(TRY IT):
Below is a set of records; print all of them exactly as written.

---------- DATA SECTION ----------

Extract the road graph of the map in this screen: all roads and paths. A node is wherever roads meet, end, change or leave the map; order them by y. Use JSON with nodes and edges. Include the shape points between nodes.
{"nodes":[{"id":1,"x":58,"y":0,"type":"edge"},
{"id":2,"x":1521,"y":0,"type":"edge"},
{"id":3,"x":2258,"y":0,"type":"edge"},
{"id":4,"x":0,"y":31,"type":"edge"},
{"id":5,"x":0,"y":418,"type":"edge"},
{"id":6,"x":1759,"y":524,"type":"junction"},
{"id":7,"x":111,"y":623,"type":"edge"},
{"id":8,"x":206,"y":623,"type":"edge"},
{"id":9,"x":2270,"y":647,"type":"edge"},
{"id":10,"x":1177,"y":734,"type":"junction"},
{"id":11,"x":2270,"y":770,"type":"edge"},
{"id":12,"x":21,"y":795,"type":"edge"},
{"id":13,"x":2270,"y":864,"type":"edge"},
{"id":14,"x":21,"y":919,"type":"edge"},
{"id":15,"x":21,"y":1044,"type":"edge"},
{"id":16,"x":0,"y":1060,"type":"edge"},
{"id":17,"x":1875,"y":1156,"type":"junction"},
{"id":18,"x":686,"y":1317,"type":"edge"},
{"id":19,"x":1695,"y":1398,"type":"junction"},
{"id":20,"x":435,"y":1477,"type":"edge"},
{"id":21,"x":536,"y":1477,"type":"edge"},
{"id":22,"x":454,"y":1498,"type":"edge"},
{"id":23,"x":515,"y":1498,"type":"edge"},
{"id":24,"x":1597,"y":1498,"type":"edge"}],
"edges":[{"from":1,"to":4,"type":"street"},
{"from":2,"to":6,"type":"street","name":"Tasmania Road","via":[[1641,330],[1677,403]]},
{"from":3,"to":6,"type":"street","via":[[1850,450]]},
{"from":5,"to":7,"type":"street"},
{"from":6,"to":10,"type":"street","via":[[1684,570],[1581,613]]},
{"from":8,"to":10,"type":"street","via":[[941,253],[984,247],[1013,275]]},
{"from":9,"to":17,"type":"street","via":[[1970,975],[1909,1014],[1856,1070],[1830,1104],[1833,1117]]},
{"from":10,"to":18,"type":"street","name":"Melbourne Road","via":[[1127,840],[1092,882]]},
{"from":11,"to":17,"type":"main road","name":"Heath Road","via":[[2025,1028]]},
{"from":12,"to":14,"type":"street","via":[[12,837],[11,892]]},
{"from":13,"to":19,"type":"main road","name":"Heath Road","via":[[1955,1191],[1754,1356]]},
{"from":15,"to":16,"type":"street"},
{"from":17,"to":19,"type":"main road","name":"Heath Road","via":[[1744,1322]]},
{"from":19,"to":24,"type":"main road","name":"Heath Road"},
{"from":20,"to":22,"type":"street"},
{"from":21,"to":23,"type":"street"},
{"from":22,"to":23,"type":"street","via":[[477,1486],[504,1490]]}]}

----------

(OUTPUT FOR THIS EXERCISE):
Extract the road graph of the map in this screen: all roads and paths. A node is wherever roads meet, end, change or leave the map; order them by y. Use JSON with nodes and edges. Include the shape points between nodes.
{"nodes":[{"id":1,"x":58,"y":0,"type":"edge"},
{"id":2,"x":1521,"y":0,"type":"edge"},
{"id":3,"x":2258,"y":0,"type":"edge"},
{"id":4,"x":0,"y":31,"type":"edge"},
{"id":5,"x":0,"y":418,"type":"edge"},
{"id":6,"x":1759,"y":524,"type":"junction"},
{"id":7,"x":111,"y":623,"type":"edge"},
{"id":8,"x":206,"y":623,"type":"edge"},
{"id":9,"x":2270,"y":647,"type":"edge"},
{"id":10,"x":1177,"y":734,"type":"junction"},
{"id":11,"x":2270,"y":770,"type":"edge"},
{"id":12,"x":21,"y":795,"type":"edge"},
{"id":13,"x":2270,"y":864,"type":"edge"},
{"id":14,"x":21,"y":919,"type":"edge"},
{"id":15,"x":21,"y":1044,"type":"edge"},
{"id":16,"x":0,"y":1060,"type":"edge"},
{"id":17,"x":1875,"y":1156,"type":"junction"},
{"id":18,"x":686,"y":1317,"type":"edge"},
{"id":19,"x":1695,"y":1398,"type":"junction"},
{"id":20,"x":435,"y":1477,"type":"edge"},
{"id":21,"x":536,"y":1477,"type":"edge"},
{"id":22,"x":454,"y":1498,"type":"edge"},
{"id":23,"x":515,"y":1498,"type":"edge"},
{"id":24,"x":1597,"y":1498,"type":"edge"}],
"edges":[{"from":1,"to":4,"type":"street"},
{"from":2,"to":6,"type":"street","name":"Tasmania Road","via":[[1641,330],[1677,403]]},
{"from":3,"to":6,"type":"street","via":[[1850,450]]},
{"from":5,"to":7,"type":"street"},
{"from":6,"to":10,"type":"street","via":[[1684,570],[1581,613]]},
{"from":8,"to":10,"type":"street","via":[[941,253],[984,247],[1013,275]]},
{"from":9,"to":17,"type":"street","via":[[1970,975],[1909,1014],[1856,1070],[1830,1104],[1833,1117]]},
{"from":10,"to":18,"type":"street","name":"Melbourne Road","via":[[1127,840],[1092,882]]},
{"from":11,"to":17,"type":"main road","name":"Heath Road","via":[[2025,1028]]},
{"from":12,"to":14,"type":"street","via":[[12,837],[11,892]]},
{"from":13,"to":19,"type":"main road","name":"Heath Road","via":[[1955,1191],[1754,1356]]},
{"from":15,"to":16,"type":"street"},
{"from":17,"to":19,"type":"main road","name":"Heath Road","via":[[1744,1322]]},
{"from":19,"to":24,"type":"main road","name":"Heath Road"},
{"from":20,"to":22,"type":"street"},
{"from":21,"to":23,"type":"street"},
{"from":22,"to":23,"type":"street","via":[[477,1486],[504,1490]]}]}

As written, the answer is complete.